Marco Rubio, the freshman senator from Florida, has already been touted as a potential part of the 2012 Republican presidential ticket. But as Roll Call reports, Rubio has been actively staying off the national radar, including declining his invitation to attend the Conservative Political Action Conference in Washington next month:

But when CPAC kicks off next week, Florida’s freshman Senator plans to be miles away from the gathering — with Lincoln Day dinners in Miami-Dade and Pinellas counties as the top priorities on his February calendar. The invitation to address the widely covered conservative meeting is far from the first request Rubio has turned down; it is part of a calculated effort to stay out of the national spotlight as much as possible. Rubio has turned down “hundreds” of national media interview requests (including one for this article) since he was elected in November and instead has engaged only local press, according to sources close to the Florida Republican....   Rep. Mario Diaz-Balart (R-Fla.) told Roll Call that Rubio’s decision to step back from the glare of the Washington-driven spotlight was very much in line with the former state lawmaker’s personality and legislative style. “If anyone who supported him thought that they were electing a show horse they were wrong; he’s a workhorse,” Diaz-Balart said. “A show horse without substance fizzles away fairly quickly.”

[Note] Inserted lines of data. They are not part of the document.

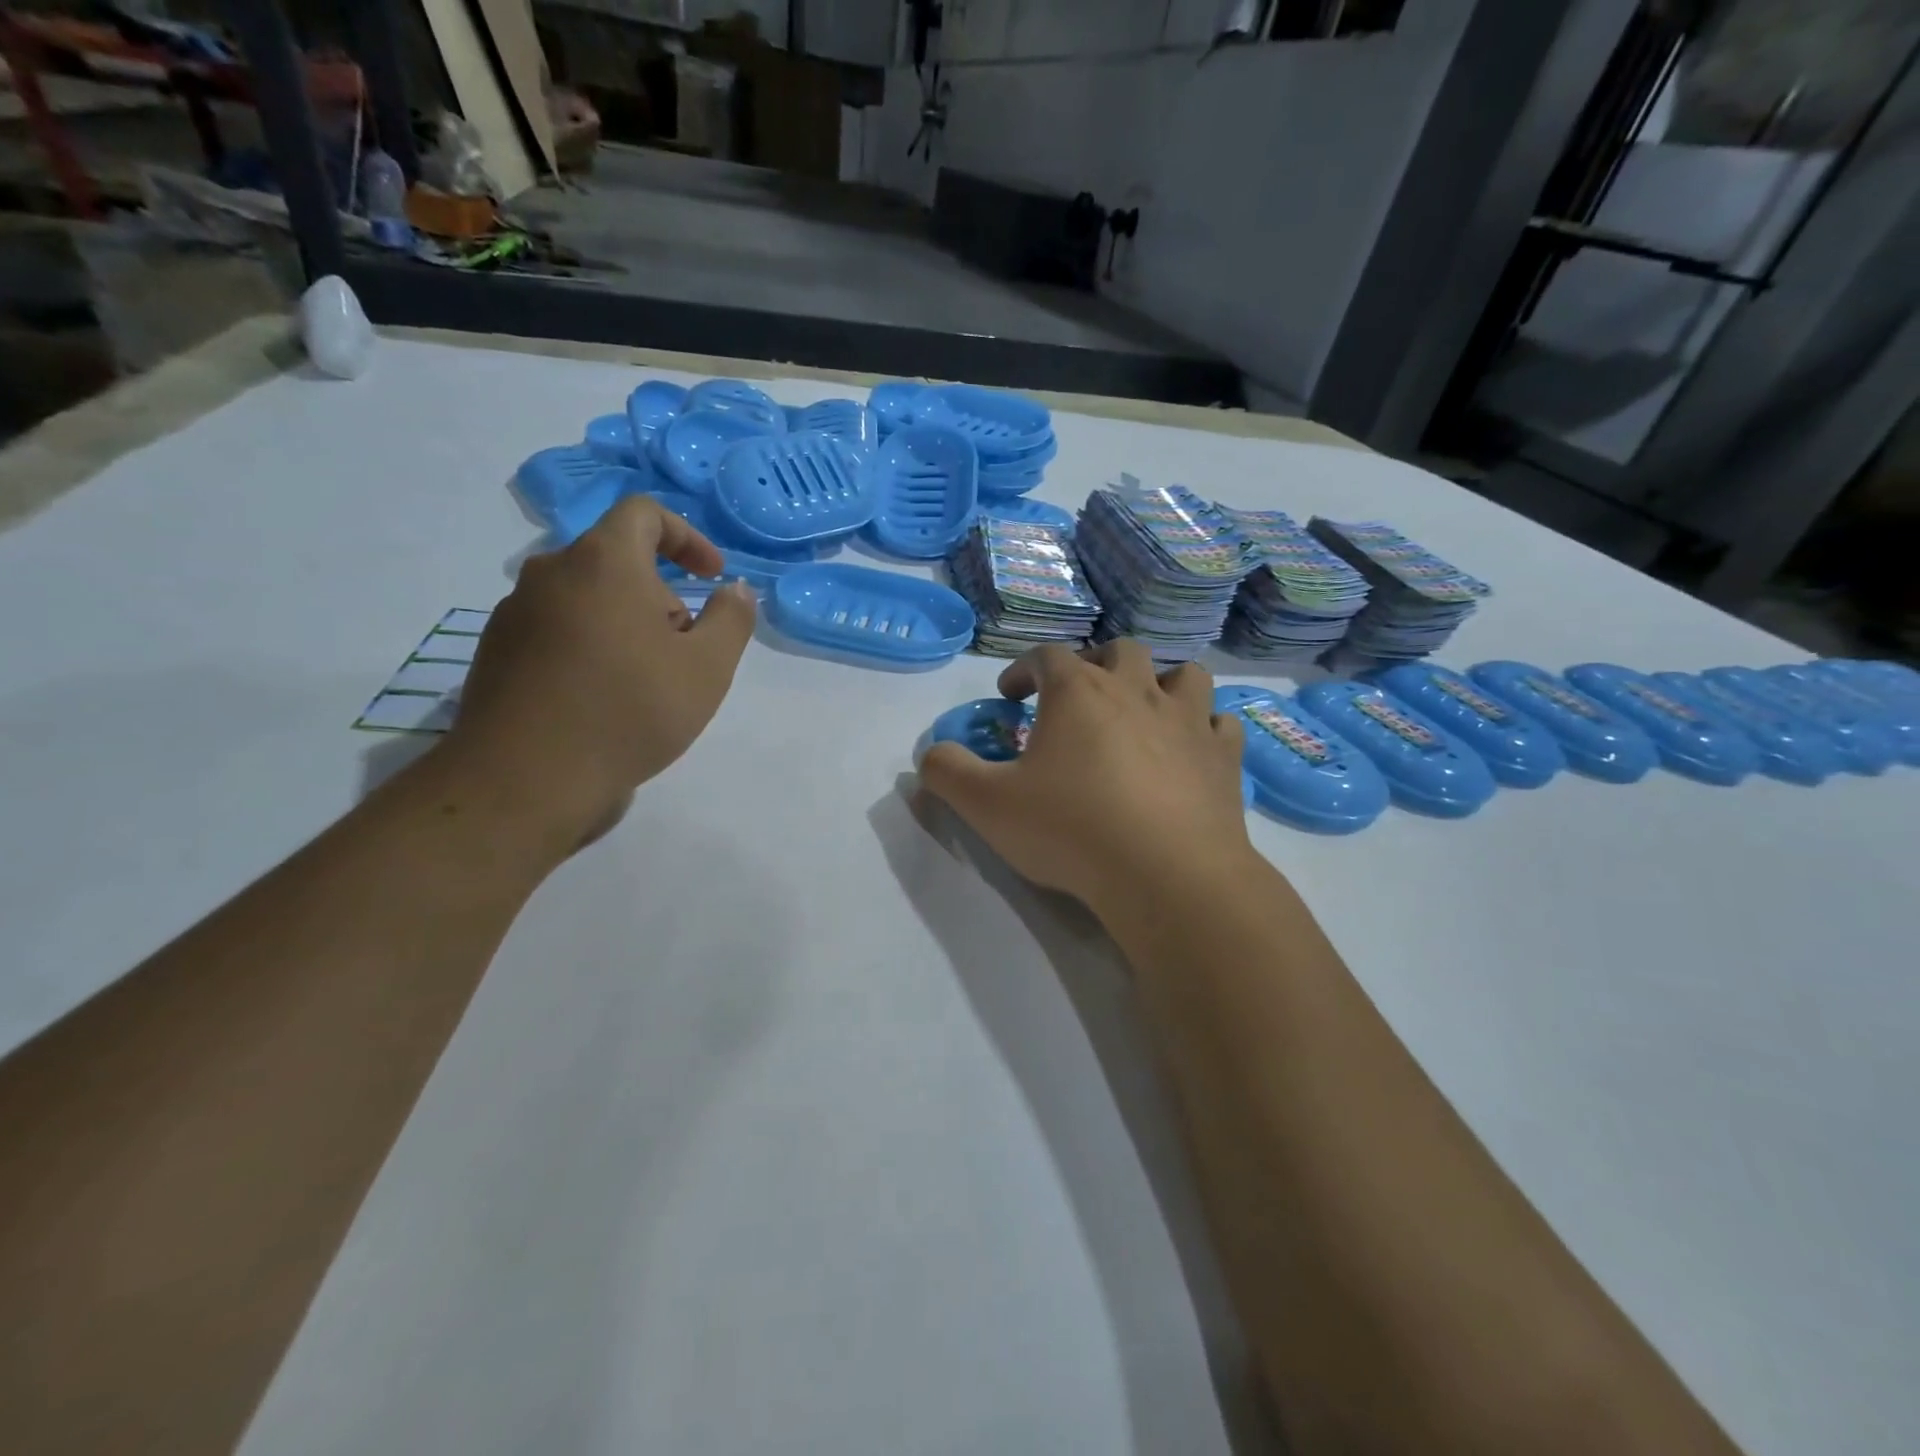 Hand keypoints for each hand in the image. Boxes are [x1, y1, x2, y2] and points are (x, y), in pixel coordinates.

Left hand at [446, 497, 756, 845]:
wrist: (527, 779)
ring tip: (648, 680)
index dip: (687, 536)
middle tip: (686, 647)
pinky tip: (604, 697)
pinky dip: (591, 645)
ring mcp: (516, 613)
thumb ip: (731, 619)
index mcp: (602, 562)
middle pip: (616, 560)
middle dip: (661, 593)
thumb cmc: (631, 711)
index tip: (711, 577)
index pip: (643, 513)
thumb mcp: (708, 668)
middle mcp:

Rubio, who is fresh off a trip from Afghanistan and just named conservative Washington veteran Cesar Conda as his chief of staff, has been tapped for a few important committees in the Senate, including Intelligence and Foreign Relations.

Though liberals are already making the predictable fuss about Rubio missing CPAC this year (he was last year's keynote speaker), this is probably smart politics for the young senator, who, given the massive hype surrounding his election, would benefit from conveying a committment first to his job and his constituents.